=== ABOUT THIS TASK ===
How many lines in the records below contain the word "Sielankowa"? Answer with the number alone.

RECORD EXCERPTS section start

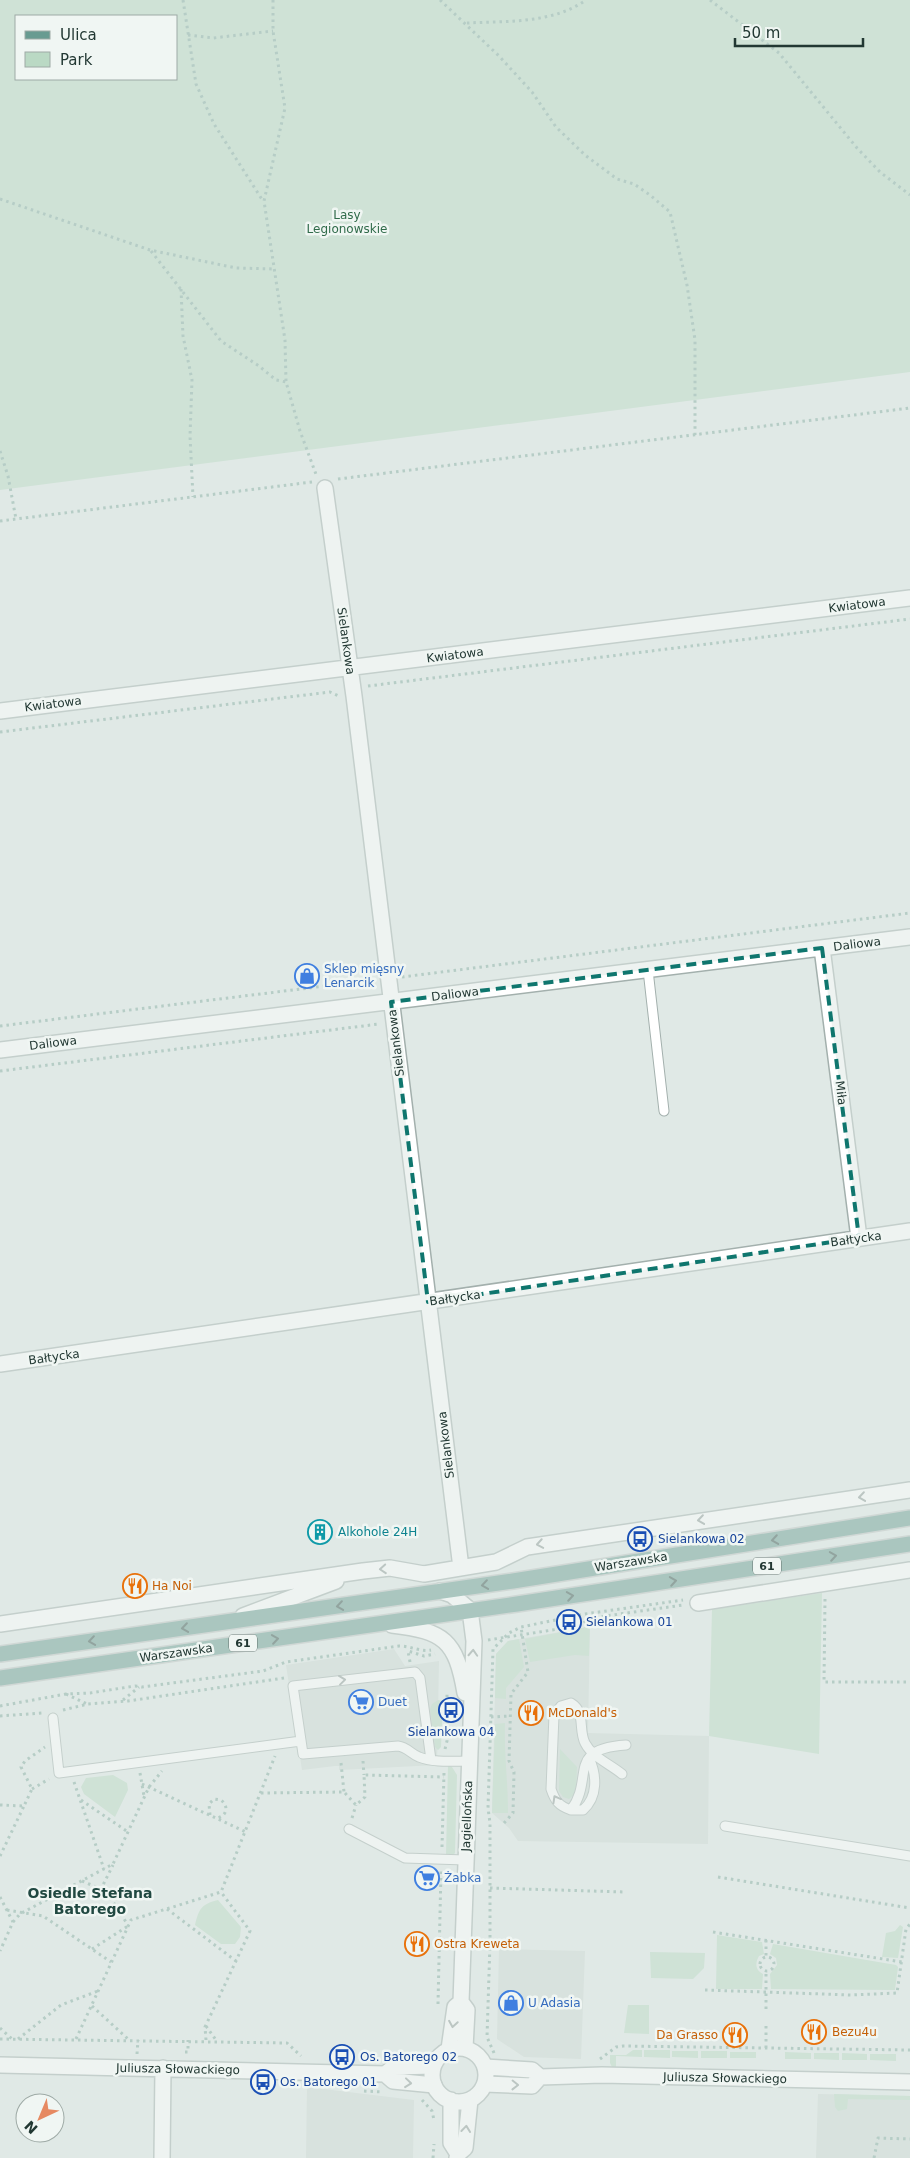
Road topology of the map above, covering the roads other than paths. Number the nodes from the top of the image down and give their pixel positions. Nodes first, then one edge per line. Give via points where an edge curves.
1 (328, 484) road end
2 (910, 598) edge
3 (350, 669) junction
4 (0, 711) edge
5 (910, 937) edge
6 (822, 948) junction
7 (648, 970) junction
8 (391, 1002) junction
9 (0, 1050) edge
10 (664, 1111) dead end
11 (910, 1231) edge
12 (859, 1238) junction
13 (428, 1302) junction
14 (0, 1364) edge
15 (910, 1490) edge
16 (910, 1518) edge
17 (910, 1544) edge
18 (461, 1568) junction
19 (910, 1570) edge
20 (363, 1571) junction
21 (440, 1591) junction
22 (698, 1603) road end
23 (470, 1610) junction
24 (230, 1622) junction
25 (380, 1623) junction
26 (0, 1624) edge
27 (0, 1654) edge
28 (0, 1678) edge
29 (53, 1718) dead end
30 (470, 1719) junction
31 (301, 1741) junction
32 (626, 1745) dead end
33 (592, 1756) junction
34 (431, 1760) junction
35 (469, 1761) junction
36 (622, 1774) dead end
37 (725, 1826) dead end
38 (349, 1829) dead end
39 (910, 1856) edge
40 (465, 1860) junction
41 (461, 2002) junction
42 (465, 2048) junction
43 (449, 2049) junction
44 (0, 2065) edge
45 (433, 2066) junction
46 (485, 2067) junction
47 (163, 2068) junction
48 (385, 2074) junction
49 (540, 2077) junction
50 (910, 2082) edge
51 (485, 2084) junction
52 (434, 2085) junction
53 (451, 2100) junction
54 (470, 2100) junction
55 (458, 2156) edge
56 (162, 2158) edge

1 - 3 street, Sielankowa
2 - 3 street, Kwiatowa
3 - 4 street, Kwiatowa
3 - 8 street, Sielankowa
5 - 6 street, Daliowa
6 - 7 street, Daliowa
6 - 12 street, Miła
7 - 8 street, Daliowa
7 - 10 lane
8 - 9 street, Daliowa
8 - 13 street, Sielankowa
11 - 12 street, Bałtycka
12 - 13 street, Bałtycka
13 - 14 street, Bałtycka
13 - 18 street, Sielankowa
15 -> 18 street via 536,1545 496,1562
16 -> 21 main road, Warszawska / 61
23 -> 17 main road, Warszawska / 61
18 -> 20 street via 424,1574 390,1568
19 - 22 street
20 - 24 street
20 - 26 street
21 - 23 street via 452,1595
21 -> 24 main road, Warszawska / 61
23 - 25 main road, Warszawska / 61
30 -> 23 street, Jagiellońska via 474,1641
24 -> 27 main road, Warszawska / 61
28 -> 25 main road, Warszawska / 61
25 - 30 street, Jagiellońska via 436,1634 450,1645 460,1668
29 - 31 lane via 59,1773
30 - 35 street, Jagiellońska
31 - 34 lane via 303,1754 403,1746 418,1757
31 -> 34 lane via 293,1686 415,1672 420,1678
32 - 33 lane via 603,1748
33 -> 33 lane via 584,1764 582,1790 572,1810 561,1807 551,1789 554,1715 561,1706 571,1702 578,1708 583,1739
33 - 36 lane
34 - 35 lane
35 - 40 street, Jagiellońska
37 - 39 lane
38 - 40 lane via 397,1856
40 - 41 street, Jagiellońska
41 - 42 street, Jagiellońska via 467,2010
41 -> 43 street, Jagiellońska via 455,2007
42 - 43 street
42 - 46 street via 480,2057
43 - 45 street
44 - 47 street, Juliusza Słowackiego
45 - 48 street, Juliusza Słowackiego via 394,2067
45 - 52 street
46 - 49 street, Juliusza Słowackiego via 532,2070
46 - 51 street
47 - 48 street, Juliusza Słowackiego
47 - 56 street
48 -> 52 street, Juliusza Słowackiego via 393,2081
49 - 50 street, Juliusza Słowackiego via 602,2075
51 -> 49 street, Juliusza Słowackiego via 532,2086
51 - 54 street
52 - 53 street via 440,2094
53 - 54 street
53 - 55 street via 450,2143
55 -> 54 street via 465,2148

RECORD EXCERPTS section end

=== OUTPUT OF THE TASK ===
4